## Task description:
Could you repeat all of the entries below, character for character?

## Input:
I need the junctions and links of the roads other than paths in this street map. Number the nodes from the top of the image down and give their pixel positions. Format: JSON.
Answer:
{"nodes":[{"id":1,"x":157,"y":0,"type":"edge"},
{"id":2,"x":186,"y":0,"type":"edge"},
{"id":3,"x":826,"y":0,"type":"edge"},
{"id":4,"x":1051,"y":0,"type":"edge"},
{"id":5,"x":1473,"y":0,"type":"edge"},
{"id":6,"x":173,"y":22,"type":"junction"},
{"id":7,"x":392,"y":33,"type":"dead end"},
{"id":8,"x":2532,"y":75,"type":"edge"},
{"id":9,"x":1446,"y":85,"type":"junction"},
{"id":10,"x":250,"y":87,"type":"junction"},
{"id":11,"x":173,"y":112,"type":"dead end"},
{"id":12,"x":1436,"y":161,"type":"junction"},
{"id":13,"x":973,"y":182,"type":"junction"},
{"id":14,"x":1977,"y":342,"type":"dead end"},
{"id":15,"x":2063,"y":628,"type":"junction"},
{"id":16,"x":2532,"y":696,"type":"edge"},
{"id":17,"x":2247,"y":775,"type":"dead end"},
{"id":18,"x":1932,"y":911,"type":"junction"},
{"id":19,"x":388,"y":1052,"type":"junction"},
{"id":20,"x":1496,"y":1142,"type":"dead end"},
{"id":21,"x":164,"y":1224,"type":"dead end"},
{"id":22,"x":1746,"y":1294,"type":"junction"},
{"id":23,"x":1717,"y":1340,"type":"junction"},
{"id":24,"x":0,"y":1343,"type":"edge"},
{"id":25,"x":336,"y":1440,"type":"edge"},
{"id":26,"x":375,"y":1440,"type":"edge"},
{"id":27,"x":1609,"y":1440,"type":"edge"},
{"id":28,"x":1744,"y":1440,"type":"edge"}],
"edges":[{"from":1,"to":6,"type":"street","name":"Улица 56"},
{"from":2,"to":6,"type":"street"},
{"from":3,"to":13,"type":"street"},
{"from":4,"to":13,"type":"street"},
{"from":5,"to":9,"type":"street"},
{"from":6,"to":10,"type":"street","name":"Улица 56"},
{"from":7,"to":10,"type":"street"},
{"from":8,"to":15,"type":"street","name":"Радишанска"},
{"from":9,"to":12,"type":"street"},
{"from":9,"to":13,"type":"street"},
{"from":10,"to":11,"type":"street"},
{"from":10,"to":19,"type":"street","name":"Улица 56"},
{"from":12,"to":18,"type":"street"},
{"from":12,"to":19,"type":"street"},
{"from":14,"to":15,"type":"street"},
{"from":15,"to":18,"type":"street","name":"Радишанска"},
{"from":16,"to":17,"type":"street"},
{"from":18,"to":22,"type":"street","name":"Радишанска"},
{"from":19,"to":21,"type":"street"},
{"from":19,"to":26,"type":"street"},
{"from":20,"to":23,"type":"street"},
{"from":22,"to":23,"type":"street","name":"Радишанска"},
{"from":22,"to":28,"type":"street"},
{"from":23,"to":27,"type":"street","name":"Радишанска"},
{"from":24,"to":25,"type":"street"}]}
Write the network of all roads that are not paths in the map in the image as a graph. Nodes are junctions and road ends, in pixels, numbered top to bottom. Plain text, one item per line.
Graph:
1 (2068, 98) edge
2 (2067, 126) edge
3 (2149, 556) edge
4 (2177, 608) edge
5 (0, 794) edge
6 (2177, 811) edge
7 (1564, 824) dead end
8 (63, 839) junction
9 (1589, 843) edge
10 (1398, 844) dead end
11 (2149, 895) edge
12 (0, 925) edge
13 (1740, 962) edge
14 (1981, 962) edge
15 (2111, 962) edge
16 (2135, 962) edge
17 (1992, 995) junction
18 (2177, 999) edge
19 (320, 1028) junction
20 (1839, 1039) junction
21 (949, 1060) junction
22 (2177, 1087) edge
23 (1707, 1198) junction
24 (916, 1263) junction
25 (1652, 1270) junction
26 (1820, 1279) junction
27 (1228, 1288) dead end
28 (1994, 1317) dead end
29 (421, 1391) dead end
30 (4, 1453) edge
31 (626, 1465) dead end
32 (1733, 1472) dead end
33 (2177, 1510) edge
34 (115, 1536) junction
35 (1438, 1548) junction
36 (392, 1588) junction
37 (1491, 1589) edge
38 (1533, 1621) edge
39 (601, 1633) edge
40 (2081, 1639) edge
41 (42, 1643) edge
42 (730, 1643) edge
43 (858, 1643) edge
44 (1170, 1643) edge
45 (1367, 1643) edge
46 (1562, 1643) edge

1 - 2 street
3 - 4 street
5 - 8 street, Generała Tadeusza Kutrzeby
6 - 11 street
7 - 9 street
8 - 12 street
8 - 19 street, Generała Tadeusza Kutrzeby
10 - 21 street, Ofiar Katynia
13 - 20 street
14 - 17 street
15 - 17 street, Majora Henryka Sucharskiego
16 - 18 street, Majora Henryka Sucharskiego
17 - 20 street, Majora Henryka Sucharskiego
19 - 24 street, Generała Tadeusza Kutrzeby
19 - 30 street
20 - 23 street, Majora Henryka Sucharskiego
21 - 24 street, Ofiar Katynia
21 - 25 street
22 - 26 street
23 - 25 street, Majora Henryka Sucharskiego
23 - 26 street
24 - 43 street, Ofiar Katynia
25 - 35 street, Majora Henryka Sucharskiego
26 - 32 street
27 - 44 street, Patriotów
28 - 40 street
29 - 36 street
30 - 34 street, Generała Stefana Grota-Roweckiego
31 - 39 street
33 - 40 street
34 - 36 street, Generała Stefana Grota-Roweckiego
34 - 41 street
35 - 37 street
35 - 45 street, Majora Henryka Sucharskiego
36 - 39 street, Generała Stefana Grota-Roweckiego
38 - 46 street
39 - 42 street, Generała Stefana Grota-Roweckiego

## Output for this task:
I need the junctions and links of the roads other than paths in this street map. Number the nodes from the top of the image down and give their pixel positions. Format: JSON.
Answer:
{"nodes":[{"id":1,"x":157,"y":0,"type":"edge"},
{"id":2,"x":186,"y":0,"type":"edge"},
{"id":3,"x":826,"y":0,"type":"edge"},
{"id":4,"x":1051,"y":0,"type":"edge"},
{"id":5,"x":1473,"y":0,"type":"edge"},
{"id":6,"x":173,"y":22,"type":"junction"},
{"id":7,"x":392,"y":33,"type":"dead end"},
{"id":8,"x":2532,"y":75,"type":"edge"},
{"id":9,"x":1446,"y":85,"type":"junction"},
{"id":10,"x":250,"y":87,"type":"junction"},
{"id":11,"x":173,"y":112,"type":"dead end"},
{"id":12,"x":1436,"y":161,"type":"junction"},
{"id":13,"x":973,"y":182,"type":"junction"},
{"id":14,"x":1977,"y":342,"type":"dead end"},
{"id":15,"x":2063,"y":628,"type":"junction"},
{"id":16,"x":2532,"y":696,"type":"edge"},
{"id":17,"x":2247,"y":775,"type":"dead end"},
{"id":18,"x":1932,"y":911,"type":"junction"},
{"id":19,"x":388,"y":1052,"type":"junction"},
{"id":20,"x":1496,"y":1142,"type":"dead end"},
{"id":21,"x":164,"y":1224,"type":"dead end"},
{"id":22,"x":1746,"y":1294,"type":"junction"},
{"id":23,"x":1717,"y":1340,"type":"junction"},
{"id":24,"x":0,"y":1343,"type":"edge"},
{"id":25,"x":336,"y":1440,"type":"edge"},
{"id":26,"x":375,"y":1440,"type":"edge"},
{"id":27,"x":1609,"y":1440,"type":"edge"},
{"id":28,"x":1744,"y":1440,"type":"edge"}],
"edges":[{"from":1,"to":6,"type":"street","name":"Улица 56"},
{"from":2,"to":6,"type":"street"},
{"from":3,"to":13,"type":"street"},
{"from":4,"to":13,"type":"street"},
{"from":5,"to":9,"type":"street"},
{"from":6,"to":10,"type":"street","name":"Улица 56"},
{"from":7,"to":10,"type":"street"},
{"from":8,"to":15,"type":"street","name":"Радишанска"},
{"from":9,"to":12,"type":"street"},
{"from":9,"to":13,"type":"street"},
{"from":10,"to":11,"type":"street"},
{"from":10,"to":19,"type":"street","name":"Улица 56"},
{"from":12,"to":18,"type":"street"},
{"from":12,"to":19,"type":"street"},
{"from":14,"to":15,"type":"street"},
{"from":15,"to":18,"type":"street","name":"Радишанска"},
{"from":16,"to":17,"type":"street"},
{"from":18,"to":22,"type":"street","name":"Радишанска"},
{"from":19,"to":21,"type":"street"},
{"from":19,"to":26,"type":"street"},
{"from":20,"to":23,"type":"street"},
{"from":22,"to":23,"type":"street","name":"Радишанска"},
{"from":22,"to":28,"type":"street"},
{"from":23,"to":27,"type":"street","name":"Радишанска"},
{"from":24,"to":25,"type":"street"}]}
Write the network of all roads that are not paths in the map in the image as a graph. Nodes are junctions and road ends, in pixels, numbered top to bottom. Plain text, one item per line.
Graph:
1 (2068, 98) edge
2 (2067, 126) edge
3 (2149, 556) edge
4 (2177, 608) edge
5 (0, 794) edge
6 (2177, 811) edge
7 (1564, 824) dead end
8 (63, 839) junction
9 (1589, 843) edge
10 (1398, 844) dead end
11 (2149, 895) edge
12 (0, 925) edge
13 (1740, 962) edge
14 (1981, 962) edge
15 (2111, 962) edge
16 (2135, 962) edge
17 (1992, 995) junction
18 (2177, 999) edge
19 (320, 1028) junction
20 (1839, 1039) junction
21 (949, 1060) junction
22 (2177, 1087) edge
23 (1707, 1198) junction
24 (916, 1263) junction
25 (1652, 1270) junction
26 (1820, 1279) junction
27 (1228, 1288) dead end
28 (1994, 1317) dead end
29 (421, 1391) dead end
30 (4, 1453) edge
31 (626, 1465) dead end
32 (1733, 1472) dead end
33 (2177, 1510) edge
34 (115, 1536) junction
35 (1438, 1548) junction
36 (392, 1588) junction
37 (1491, 1589) edge
38 (1533, 1621) edge
39 (601, 1633) edge
40 (2081, 1639) edge
41 (42, 1643) edge
42 (730, 1643) edge
43 (858, 1643) edge
44 (1170, 1643) edge
45 (1367, 1643) edge
46 (1562, 1643) edge

1 - 2 street
3 - 4 street
5 - 8 street, Generała Tadeusza Kutrzeby
6 - 11 street
7 - 9 street
8 - 12 street
8 - 19 street, Generała Tadeusza Kutrzeby
10 - 21 street, Ofiar Katynia
13 - 20 street
14 - 17 street
15 - 17 street, Majora Henryka Sucharskiego
16 - 18 street, Majora Henryka Sucharskiego
17 - 20 street, Majora Henryka Sucharskiego
19 - 24 street, Generała Tadeusza Kutrzeby
19 - 30 street
20 - 23 street, Majora Henryka Sucharskiego
21 - 24 street, Ofiar Katynia
21 - 25 street
22 - 26 street
23 - 25 street, Majora Henryka Sucharskiego
23 - 26 street
24 - 43 street, Ofiar Katynia
25 - 35 street, Majora Henryka Sucharskiego
26 - 32 street
27 - 44 street, Patriotów
28 - 40 street
29 - 36 street
30 - 34 street, Generała Stefana Grota-Roweckiego
31 - 39 street
33 - 40 street
34 - 36 street, Generała Stefana Grota-Roweckiego
34 - 41 street
35 - 37 street
35 - 45 street, Majora Henryka Sucharskiego
36 - 39 street, Generała Stefana Grota-Roweckiego
38 - 46 street
39 - 42 street, Generała Stefana Grota-Roweckiego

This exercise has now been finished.